→ Task brief: With the images removed, return every line below exactly as it reads.

→ Data to use:
▼

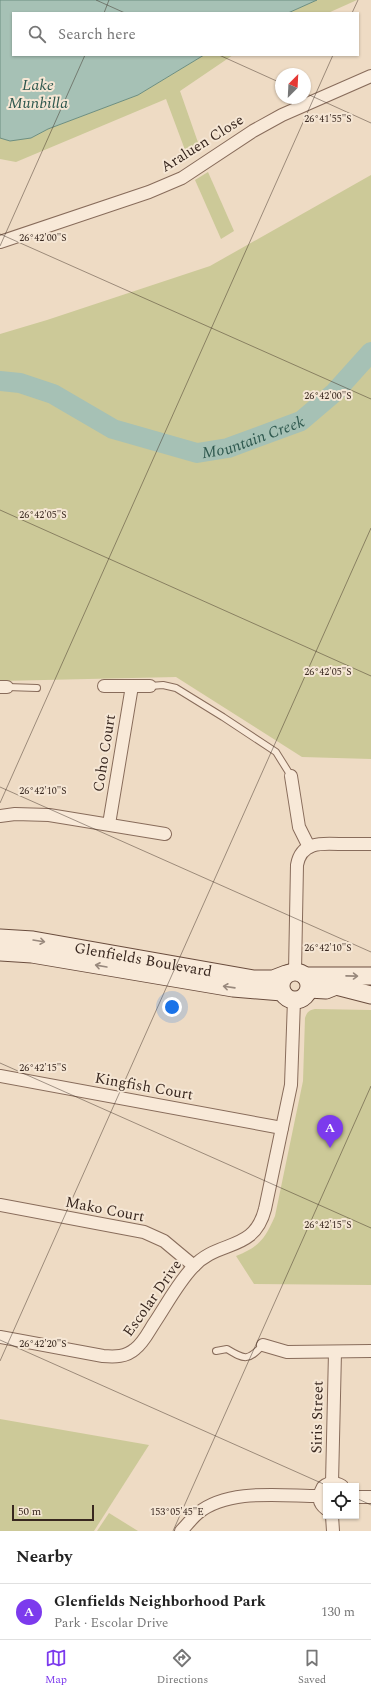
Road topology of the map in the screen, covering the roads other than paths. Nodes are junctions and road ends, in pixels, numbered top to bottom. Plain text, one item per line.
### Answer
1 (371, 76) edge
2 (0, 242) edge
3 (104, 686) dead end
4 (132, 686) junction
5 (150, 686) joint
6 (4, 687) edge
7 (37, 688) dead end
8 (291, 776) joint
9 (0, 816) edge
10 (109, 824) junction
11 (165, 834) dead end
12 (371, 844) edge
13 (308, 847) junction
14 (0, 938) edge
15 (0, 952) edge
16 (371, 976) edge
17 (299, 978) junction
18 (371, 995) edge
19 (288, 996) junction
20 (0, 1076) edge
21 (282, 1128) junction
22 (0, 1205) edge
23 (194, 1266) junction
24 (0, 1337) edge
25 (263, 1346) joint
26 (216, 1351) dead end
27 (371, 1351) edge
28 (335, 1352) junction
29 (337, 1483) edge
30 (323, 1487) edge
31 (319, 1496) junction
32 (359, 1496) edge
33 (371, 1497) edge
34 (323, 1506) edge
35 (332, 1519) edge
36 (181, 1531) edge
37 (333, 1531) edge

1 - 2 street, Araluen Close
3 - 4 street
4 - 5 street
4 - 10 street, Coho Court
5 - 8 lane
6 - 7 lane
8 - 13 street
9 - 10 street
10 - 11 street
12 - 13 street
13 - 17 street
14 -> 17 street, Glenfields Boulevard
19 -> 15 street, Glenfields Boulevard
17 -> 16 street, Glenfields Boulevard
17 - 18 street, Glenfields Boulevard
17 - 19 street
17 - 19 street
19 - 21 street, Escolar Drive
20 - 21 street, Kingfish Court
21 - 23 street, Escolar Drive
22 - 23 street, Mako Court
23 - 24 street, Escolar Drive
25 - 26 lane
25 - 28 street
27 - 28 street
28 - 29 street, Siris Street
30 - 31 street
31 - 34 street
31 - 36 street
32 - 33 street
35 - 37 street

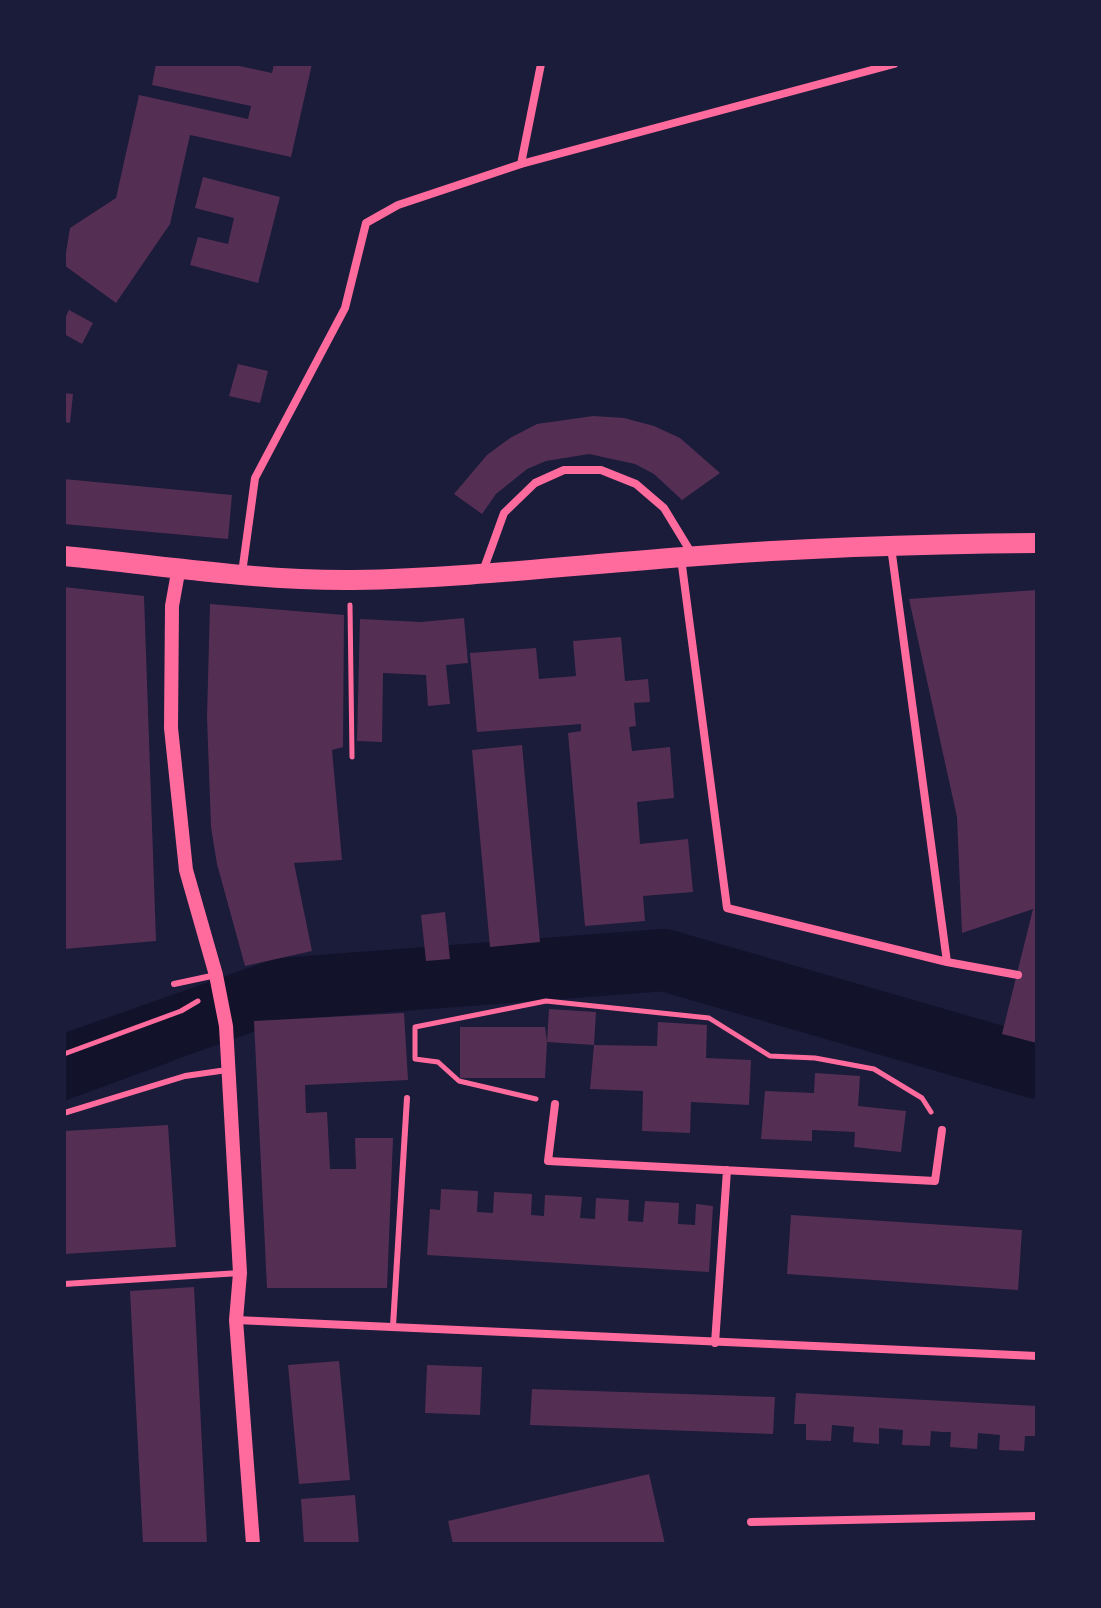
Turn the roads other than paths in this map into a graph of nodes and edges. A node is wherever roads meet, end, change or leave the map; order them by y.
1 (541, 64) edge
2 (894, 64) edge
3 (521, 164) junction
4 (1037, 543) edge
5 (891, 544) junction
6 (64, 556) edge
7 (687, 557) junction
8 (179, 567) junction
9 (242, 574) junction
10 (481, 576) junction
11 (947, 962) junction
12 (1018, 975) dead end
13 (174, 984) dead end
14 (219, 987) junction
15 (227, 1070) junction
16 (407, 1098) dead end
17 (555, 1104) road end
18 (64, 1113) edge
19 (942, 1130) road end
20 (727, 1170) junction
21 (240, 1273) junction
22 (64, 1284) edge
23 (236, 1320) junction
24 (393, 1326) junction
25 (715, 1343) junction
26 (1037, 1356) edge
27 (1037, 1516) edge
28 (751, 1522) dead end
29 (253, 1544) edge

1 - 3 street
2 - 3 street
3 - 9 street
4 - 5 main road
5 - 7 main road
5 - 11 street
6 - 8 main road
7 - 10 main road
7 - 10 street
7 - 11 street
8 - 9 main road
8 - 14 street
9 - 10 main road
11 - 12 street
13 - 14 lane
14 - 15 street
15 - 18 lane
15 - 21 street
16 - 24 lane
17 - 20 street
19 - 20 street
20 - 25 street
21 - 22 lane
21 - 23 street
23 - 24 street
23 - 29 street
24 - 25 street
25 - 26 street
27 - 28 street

▲

→ Exercise solution:
Road topology of the map in the screen, covering the roads other than paths. Nodes are junctions and road ends, in pixels, numbered top to bottom. Plain text, one item per line.
### Answer
1 (371, 76) edge
2 (0, 242) edge
3 (104, 686) dead end
4 (132, 686) junction
5 (150, 686) joint
6 (4, 687) edge
7 (37, 688) dead end
8 (291, 776) joint
9 (0, 816) edge
10 (109, 824) junction
11 (165, 834) dead end
12 (371, 844) edge
13 (308, 847) junction
14 (0, 938) edge
15 (0, 952) edge
16 (371, 976) edge
17 (299, 978) junction
18 (371, 995) edge
19 (288, 996) junction
20 (0, 1076) edge
21 (282, 1128) junction
22 (0, 1205) edge
23 (194, 1266) junction
24 (0, 1337) edge
25 (263, 1346) joint
26 (216, 1351) dead end
27 (371, 1351) edge
28 (335, 1352) junction
29 (337, 1483) edge
30 (323, 1487) edge
31 (319, 1496) junction
32 (359, 1496) edge
33 (371, 1497) edge
34 (323, 1506) edge
35 (332, 1519) edge
36 (181, 1531) edge
37 (333, 1531) edge

1 - 2 street, Araluen Close
3 - 4 street
4 - 5 street
4 - 10 street, Coho Court
5 - 8 lane
6 - 7 lane
8 - 13 street
9 - 10 street
10 - 11 street
12 - 13 street
13 - 17 street
14 -> 17 street, Glenfields Boulevard
19 -> 15 street, Glenfields Boulevard
17 -> 16 street, Glenfields Boulevard
17 - 18 street, Glenfields Boulevard
17 - 19 street
17 - 19 street
19 - 21 street, Escolar Drive
20 - 21 street, Kingfish Court
21 - 23 street, Escolar Drive
22 - 23 street, Mako Court
23 - 24 street, Escolar Drive
25 - 26 lane
25 - 28 street
27 - 28 street
28 - 29 street, Siris Street
30 - 31 street
31 - 34 street
31 - 36 street
32 - 33 street
35 - 37 street

Turn the roads other than paths in this map into a graph of nodes and edges. A node is wherever roads meet, end, change or leave the map; order them by y.
1 (541, 64) edge
2 (894, 64) edge
3 (521, 164) junction
4 (1037, 543) edge
5 (891, 544) junction
6 (64, 556) edge
7 (687, 557) junction
8 (179, 567) junction
9 (242, 574) junction
10 (481, 576) junction
11 (947, 962) junction
12 (1018, 975) dead end
13 (174, 984) dead end
14 (219, 987) junction
15 (227, 1070) junction
16 (407, 1098) dead end
17 (555, 1104) road end
18 (64, 1113) edge
19 (942, 1130) road end
20 (727, 1170) junction
21 (240, 1273) junction
22 (64, 1284) edge
23 (236, 1320) junction
24 (393, 1326) junction
25 (715, 1343) junction
26 (1037, 1356) edge
27 (1037, 1516) edge
28 (751, 1522) dead end
29 (253, 1544) edge

1 - 3 street
2 - 3 street
3 - 9 street
4 - 5 main road
5 - 7 main road
5 - 11 street
6 - 8 main road
7 - 10 main road
7 - 10 street
7 - 11 street
8 - 9 main road
8 - 14 street
9 - 10 main road
11 - 12 street
13 - 14 lane
14 - 15 street
15 - 18 lane
15 - 21 street
16 - 24 lane
17 - 20 street
19 - 20 street
20 - 25 street
21 - 22 lane
21 - 23 street
23 - 24 street
23 - 29 street
24 - 25 street
25 - 26 street
27 - 28 street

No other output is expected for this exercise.